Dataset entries
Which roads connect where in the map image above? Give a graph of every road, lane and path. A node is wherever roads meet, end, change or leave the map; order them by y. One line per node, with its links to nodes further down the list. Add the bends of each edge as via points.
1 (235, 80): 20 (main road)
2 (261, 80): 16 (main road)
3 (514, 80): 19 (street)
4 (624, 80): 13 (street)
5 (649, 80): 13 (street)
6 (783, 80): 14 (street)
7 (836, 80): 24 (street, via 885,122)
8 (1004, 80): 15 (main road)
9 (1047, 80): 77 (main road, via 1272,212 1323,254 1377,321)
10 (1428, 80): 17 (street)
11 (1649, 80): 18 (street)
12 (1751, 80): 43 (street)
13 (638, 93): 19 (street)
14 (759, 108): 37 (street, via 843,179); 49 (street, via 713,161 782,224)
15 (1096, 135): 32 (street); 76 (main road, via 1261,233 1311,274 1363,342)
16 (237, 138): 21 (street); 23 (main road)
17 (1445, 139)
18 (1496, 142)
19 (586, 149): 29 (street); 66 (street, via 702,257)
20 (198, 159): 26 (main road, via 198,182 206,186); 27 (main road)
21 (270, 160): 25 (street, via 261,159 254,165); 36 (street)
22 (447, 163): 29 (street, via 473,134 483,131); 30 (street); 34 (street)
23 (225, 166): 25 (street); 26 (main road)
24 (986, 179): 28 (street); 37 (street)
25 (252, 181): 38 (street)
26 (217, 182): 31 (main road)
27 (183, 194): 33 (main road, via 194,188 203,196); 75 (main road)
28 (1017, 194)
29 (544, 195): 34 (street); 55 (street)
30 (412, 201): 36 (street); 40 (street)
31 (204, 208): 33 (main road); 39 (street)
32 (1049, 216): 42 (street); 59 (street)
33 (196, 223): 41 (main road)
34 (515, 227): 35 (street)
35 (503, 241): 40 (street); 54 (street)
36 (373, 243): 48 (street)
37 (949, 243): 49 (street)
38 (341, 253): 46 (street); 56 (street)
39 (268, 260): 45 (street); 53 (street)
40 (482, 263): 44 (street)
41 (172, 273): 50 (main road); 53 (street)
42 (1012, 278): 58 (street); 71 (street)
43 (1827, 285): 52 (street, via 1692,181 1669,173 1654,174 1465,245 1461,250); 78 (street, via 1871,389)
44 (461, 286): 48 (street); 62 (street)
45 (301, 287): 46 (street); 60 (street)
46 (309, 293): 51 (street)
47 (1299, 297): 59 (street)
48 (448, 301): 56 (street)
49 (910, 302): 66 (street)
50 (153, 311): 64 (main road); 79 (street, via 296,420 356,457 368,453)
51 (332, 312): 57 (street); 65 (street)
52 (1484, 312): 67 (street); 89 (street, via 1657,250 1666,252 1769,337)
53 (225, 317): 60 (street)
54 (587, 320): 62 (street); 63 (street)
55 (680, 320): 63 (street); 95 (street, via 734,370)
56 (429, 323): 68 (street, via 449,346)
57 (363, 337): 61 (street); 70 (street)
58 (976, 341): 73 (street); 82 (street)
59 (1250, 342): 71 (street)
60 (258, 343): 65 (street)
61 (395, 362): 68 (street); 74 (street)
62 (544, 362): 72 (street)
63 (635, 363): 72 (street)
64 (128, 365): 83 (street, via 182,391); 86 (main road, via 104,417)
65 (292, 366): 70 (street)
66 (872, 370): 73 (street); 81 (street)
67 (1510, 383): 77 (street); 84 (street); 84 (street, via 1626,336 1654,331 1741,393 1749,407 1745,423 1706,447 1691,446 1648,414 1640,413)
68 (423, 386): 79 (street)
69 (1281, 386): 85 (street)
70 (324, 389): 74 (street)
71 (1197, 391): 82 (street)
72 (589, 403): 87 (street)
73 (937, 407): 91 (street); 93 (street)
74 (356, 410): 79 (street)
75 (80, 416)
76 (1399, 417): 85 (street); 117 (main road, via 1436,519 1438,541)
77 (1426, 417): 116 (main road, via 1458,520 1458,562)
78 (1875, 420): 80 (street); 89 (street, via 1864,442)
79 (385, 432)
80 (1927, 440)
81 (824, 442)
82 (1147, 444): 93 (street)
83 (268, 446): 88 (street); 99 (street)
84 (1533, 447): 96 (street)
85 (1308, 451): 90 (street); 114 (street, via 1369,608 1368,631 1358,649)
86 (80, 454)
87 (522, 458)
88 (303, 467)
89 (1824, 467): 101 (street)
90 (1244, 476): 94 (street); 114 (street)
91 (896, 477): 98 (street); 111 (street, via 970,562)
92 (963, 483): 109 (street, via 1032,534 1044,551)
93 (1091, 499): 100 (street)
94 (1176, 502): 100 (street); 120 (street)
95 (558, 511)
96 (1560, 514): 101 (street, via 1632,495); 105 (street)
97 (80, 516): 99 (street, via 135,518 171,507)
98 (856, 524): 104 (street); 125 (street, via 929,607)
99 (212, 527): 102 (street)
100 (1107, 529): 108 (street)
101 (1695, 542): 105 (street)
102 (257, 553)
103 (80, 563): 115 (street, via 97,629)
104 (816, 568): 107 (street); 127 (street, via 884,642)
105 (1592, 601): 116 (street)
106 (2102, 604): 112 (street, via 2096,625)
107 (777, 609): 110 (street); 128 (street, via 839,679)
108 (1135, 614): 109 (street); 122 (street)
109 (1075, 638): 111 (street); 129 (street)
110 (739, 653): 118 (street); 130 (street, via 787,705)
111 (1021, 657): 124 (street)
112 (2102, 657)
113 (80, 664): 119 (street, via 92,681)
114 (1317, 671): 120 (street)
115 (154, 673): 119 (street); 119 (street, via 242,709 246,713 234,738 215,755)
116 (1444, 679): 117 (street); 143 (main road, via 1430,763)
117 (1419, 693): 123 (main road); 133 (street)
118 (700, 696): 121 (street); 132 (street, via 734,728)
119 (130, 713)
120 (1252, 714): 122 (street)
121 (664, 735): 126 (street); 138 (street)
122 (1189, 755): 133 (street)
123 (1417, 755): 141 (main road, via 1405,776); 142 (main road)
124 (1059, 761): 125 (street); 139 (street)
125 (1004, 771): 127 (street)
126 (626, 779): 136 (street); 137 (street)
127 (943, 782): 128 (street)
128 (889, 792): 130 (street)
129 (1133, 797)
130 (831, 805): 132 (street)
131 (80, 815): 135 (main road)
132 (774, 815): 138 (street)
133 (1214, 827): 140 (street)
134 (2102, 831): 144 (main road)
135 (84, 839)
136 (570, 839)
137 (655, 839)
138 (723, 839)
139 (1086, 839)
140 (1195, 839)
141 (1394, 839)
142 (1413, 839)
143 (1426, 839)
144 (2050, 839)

- **Your instructions**
Repeat each of the entries exactly.

- **Answer space**
Which roads connect where in the map image above? Give a graph of every road, lane and path. A node is wherever roads meet, end, change or leave the map; order them by y. One line per node, with its links to nodes further down the list. Add the bends of each edge as via points.
1 (235, 80): 20 (main road)
2 (261, 80): 16 (main road)
3 (514, 80): 19 (street)
4 (624, 80): 13 (street)
5 (649, 80): 13 (street)
6 (783, 80): 14 (street)
7 (836, 80): 24 (street, via 885,122)
8 (1004, 80): 15 (main road)
9 (1047, 80): 77 (main road, via 1272,212 1323,254 1377,321)
10 (1428, 80): 17 (street)
11 (1649, 80): 18 (street)
12 (1751, 80): 43 (street)
13 (638, 93): 19 (street)
14 (759, 108): 37 (street, via 843,179); 49 (street, via 713,161 782,224)
15 (1096, 135): 32 (street); 76 (main road, via 1261,233 1311,274 1363,342)
16 (237, 138): 21 (street); 23 (main road)
17 (1445, 139)
18 (1496, 142)
19 (586, 149): 29 (street); 66 (street, via 702,257)
20 (198, 159): 26 (main road, via 198,182 206,186); 27 (main road)
21 (270, 160): 25 (street, via 261,159 254,165); 36 (street)
22 (447, 163): 29 (street, via 473,134 483,131); 30 (street); 34 (street)
23 (225, 166): 25 (street); 26 (main road)
24 (986, 179): 28 (street); 37 (street)
25 (252, 181): 38 (street)
26 (217, 182): 31 (main road)
27 (183, 194): 33 (main road, via 194,188 203,196); 75 (main road)
28 (1017, 194)
29 (544, 195): 34 (street); 55 (street)
30 (412, 201): 36 (street); 40 (street)
31 (204, 208): 33 (main road); 39 (street)
32 (1049, 216): 42 (street); 59 (street)
33 (196, 223): 41 (main road)
34 (515, 227): 35 (street)
35 (503, 241): 40 (street); 54 (street)
36 (373, 243): 48 (street)
37 (949, 243): 49 (street)
38 (341, 253): 46 (street); 56 (street)
39 (268, 260): 45 (street); 53 (street)
40 (482, 263): 44 (street)
41 (172, 273): 50 (main road); 53 (street)
42 (1012, 278): 58 (street); 71 (street)
43 (1827, 285): 52 (street, via 1692,181 1669,173 1654,174 1465,245 1461,250); 78 (street, via 1871,389)
44 (461, 286): 48 (street); 62 (street)
45 (301, 287): 46 (street); 60 (street)
46 (309, 293): 51 (street)
47 (1299, 297): 59 (street)
48 (448, 301): 56 (street)
49 (910, 302): 66 (street)
50 (153, 311): 64 (main road); 79 (street, via 296,420 356,457 368,453)
51 (332, 312): 57 (street); 65 (street)
52 (1484, 312): 67 (street); 89 (street, via 1657,250 1666,252 1769,337)
53 (225, 317): 60 (street)
54 (587, 320): 62 (street); 63 (street)
55 (680, 320): 63 (street); 95 (street, via 734,370)
56 (429, 323): 68 (street, via 449,346)
57 (363, 337): 61 (street); 70 (street)
58 (976, 341): 73 (street); 82 (street)
59 (1250, 342): 71 (street)
60 (258, 343): 65 (street)
61 (395, 362): 68 (street); 74 (street)
62 (544, 362): 72 (street)
63 (635, 363): 72 (street)
64 (128, 365): 83 (street, via 182,391); 86 (main road, via 104,417)
65 (292, 366): 70 (street)
66 (872, 370): 73 (street); 81 (street)
67 (1510, 383): 77 (street); 84 (street); 84 (street, via 1626,336 1654,331 1741,393 1749,407 1745,423 1706,447 1691,446 1648,414 1640,413)
68 (423, 386): 79 (street)
69 (1281, 386): 85 (street)
70 (324, 389): 74 (street)
71 (1197, 391): 82 (street)
72 (589, 403): 87 (street)
73 (937, 407): 91 (street); 93 (street)
74 (356, 410): 79 (street)
75 (80, 416)
76 (1399, 417): 85 (street); 117 (main road, via 1436,519 1438,541)
77 (1426, 417): 116 (main road, via 1458,520 1458,562)
78 (1875, 420): 80 (street); 89 (street, via 1864,442)
79 (385, 432)
80 (1927, 440)
81 (824, 442)
82 (1147, 444): 93 (street)
83 (268, 446): 88 (street); 99 (street)
84 (1533, 447): 96 (street)
85 (1308, 451): 90 (street); 114 (street, via 1369,608 1368,631 1358,649)
86 (80, 454)
87 (522, 458)
88 (303, 467)
89 (1824, 467): 101 (street)
90 (1244, 476): 94 (street); 114 (street)
91 (896, 477): 98 (street); 111 (street, via 970,562)
92 (963, 483): 109 (street, via 1032,534 1044,551)
93 (1091, 499): 100 (street)
94 (1176, 502): 100 (street); 120 (street)
95 (558, 511)
96 (1560, 514): 101 (street, via 1632,495); 105 (street)
97 (80, 516): 99 (street, via 135,518 171,507)
98 (856, 524): 104 (street); 125 (street, via 929,607)
99 (212, 527): 102 (street)
100 (1107, 529): 108 (street)
101 (1695, 542): 105 (street)
102 (257, 553)
103 (80, 563): 115 (street, via 97,629)
104 (816, 568): 107 (street); 127 (street, via 884,642)
105 (1592, 601): 116 (street)
106 (2102, 604): 112 (street, via 2096,625)
107 (777, 609): 110 (street); 128 (street, via 839,679)
108 (1135, 614): 109 (street); 122 (street)
109 (1075, 638): 111 (street); 129 (street)
110 (739, 653): 118 (street); 130 (street, via 787,705)
111 (1021, 657): 124 (street)
112 (2102, 657)
113 (80, 664): 119 (street, via 92,681)
114 (1317, 671): 120 (street)
115 (154, 673): 119 (street); 119 (street, via 242,709 246,713 234,738 215,755)
116 (1444, 679): 117 (street); 143 (main road, via 1430,763)
117 (1419, 693): 123 (main road); 133 (street)
118 (700, 696): 121 (street); 132 (street, via 734,728)
119 (130, 713)
120 (1252, 714): 122 (street)
121 (664, 735): 126 (street); 138 (street)
122 (1189, 755): 133 (street)
123 (1417, 755): 141 (main road, via 1405,776); 142 (main road)
124 (1059, 761): 125 (street); 139 (street)
125 (1004, 771): 127 (street)
126 (626, 779): 136 (street); 137 (street)
127 (943, 782): 128 (street)
128 (889, 792): 130 (street)
129 (1133, 797)
130 (831, 805): 132 (street)
131 (80, 815): 135 (main road)
132 (774, 815): 138 (street)
133 (1214, 827): 140 (street)
134 (2102, 831): 144 (main road)
135 (84, 839)
136 (570, 839)
137 (655, 839)
138 (723, 839)
139 (1086, 839)
140 (1195, 839)
141 (1394, 839)
142 (1413, 839)
143 (1426, 839)
144 (2050, 839)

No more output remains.